Страница 27 из 117
— Красавцы!
Алексей Венедиктович, усевшись на ягодицы, привалившись спиной к стене и нелепо — полусогнуто — вытянув ноги, ошарашено смотрел на револьвер, поворачивая его в руке и так, и эдак.
— Но, но, но… как же это?
— А чего вы ожидали, любезнейший?
Можайский, подойдя к Мякинину и наклонившись над ним, решительно отобрал у него бесполезное и неопасное уже оружие. Выглядело это немного комично. Пожалуй, даже очень комично, потому что впоследствии, когда кто-нибудь описывал эту, со слов других услышанную сцену (а слухи о ней распространились быстро), он неизменно хихикал, представляя победительствующего пристава.
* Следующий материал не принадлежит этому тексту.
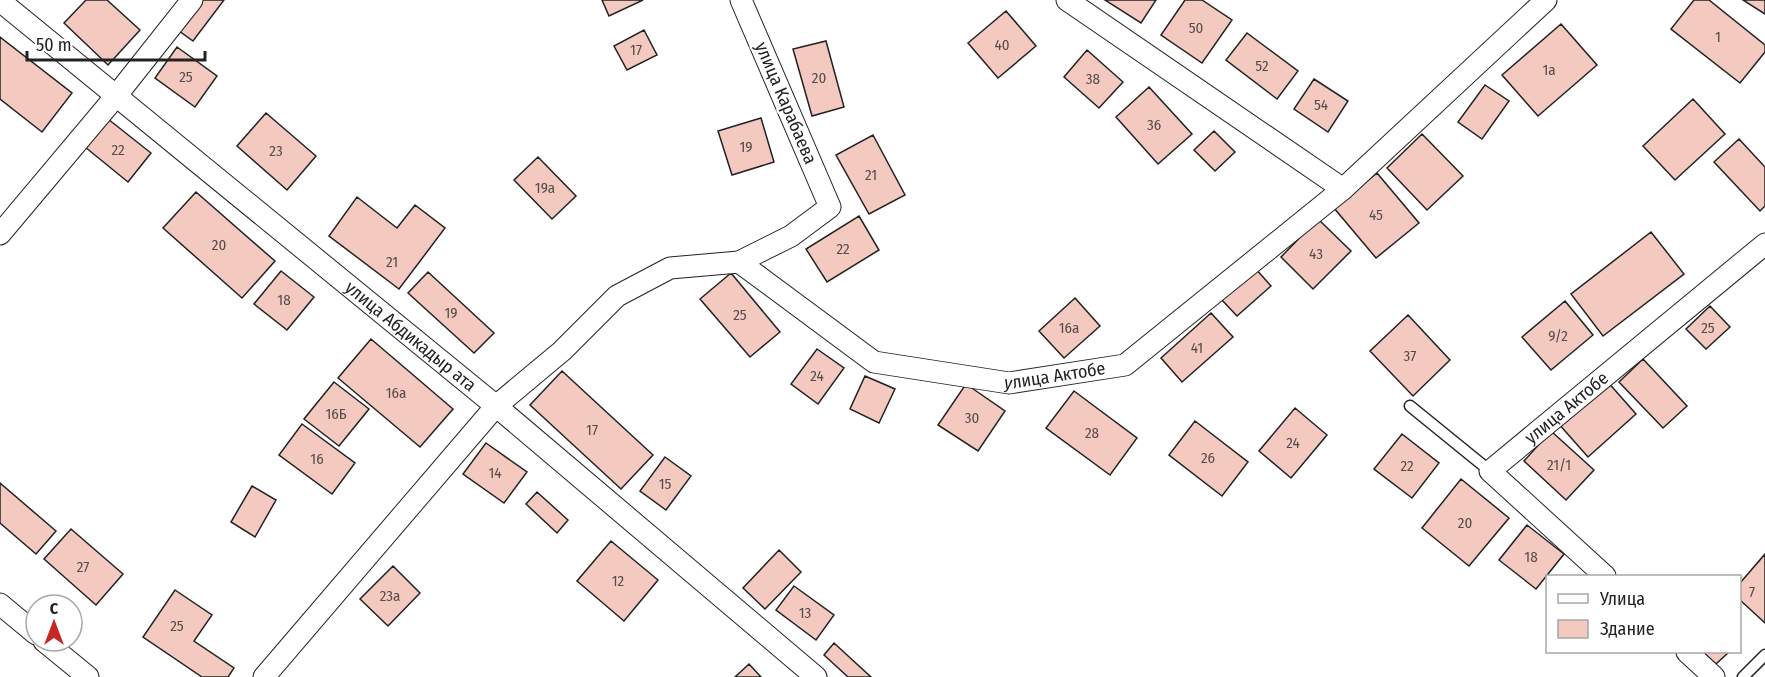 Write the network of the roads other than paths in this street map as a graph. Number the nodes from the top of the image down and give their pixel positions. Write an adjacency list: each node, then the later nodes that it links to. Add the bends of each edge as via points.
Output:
1 (192, 0): 6 (street)
2 (741, 0): 10 (street, улица Карабаева, via 830,207 791,236)
3 (1067, 0): 7 (street)
4 (1546, 0): 7 (street, улица Актобе)
5 (0, 1): 6 (street, улица Абдикадыр ата)
6 (116, 96): 8 (street); 11 (street, улица Абдикадыр ата)
7 (1343, 189): 10 (street, улица Актобе, via 1125,365 1009,384 874,362)
8 (0, 234)
9 (1765, 244): 13 (street, улица Актобе)
10 (739, 262): 11 (street, via 670,268 617,296 562,351)
11 (496, 406): 21 (street); 22 (street, улица Абдикадыр ата)
12 (1410, 406): 13 (lane)
13 (1490, 471): 14 (street)
14 (1604, 575)
15 (0, 604): 16 (street)
16 (24, 624)
17 (59, 653): 20 (street)
18 (1689, 653): 23 (street)
19 (1765, 655): 24 (lane)
20 (88, 677)
21 (264, 677)
22 (816, 677)
23 (1714, 677)
24 (1743, 677) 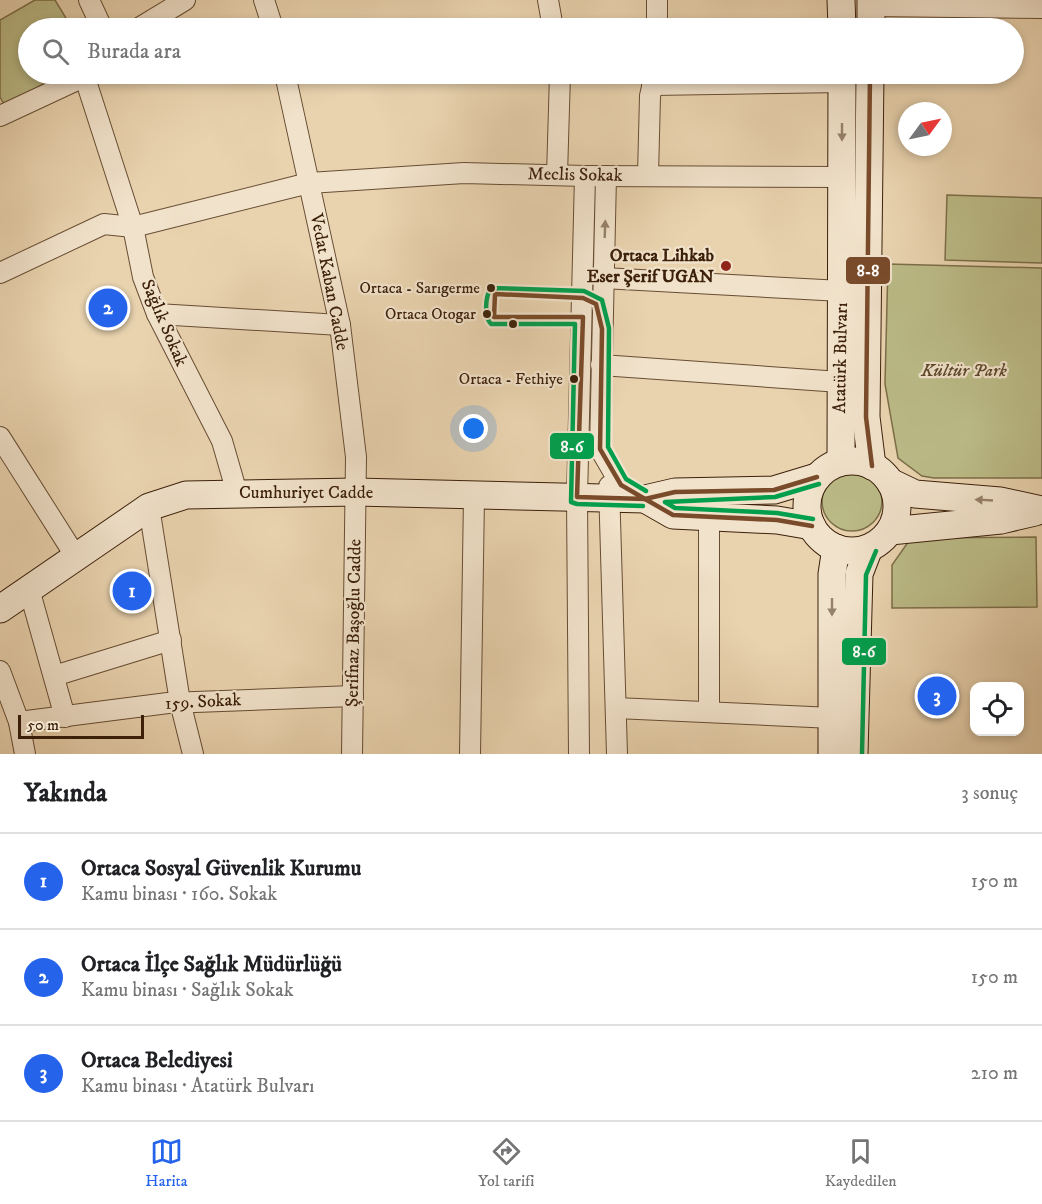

Впрочем, люди смеялись беззлобно, добродушно: вся ситуация выглядела настолько нелепо, что и нелепая и даже смешная в ней заключительная роль Можайского могла вызывать улыбки, но никак не злословие.
— Как же так? — Алексей Венедиктович смотрел на свои, уже пустые, руки и все никак не мог прийти в себя от удивления.
Можайский положил револьвер на стол и смерил Алексея Венедиктовича своим улыбающимся неизменно-мертвой улыбкой взглядом:
— Револьвер двойного действия, голубчик, в неумелых руках — штука бесполезная. Чудо не в том, что вы и в упор ни в кого не попали, а в том, что самого себя не подстрелили.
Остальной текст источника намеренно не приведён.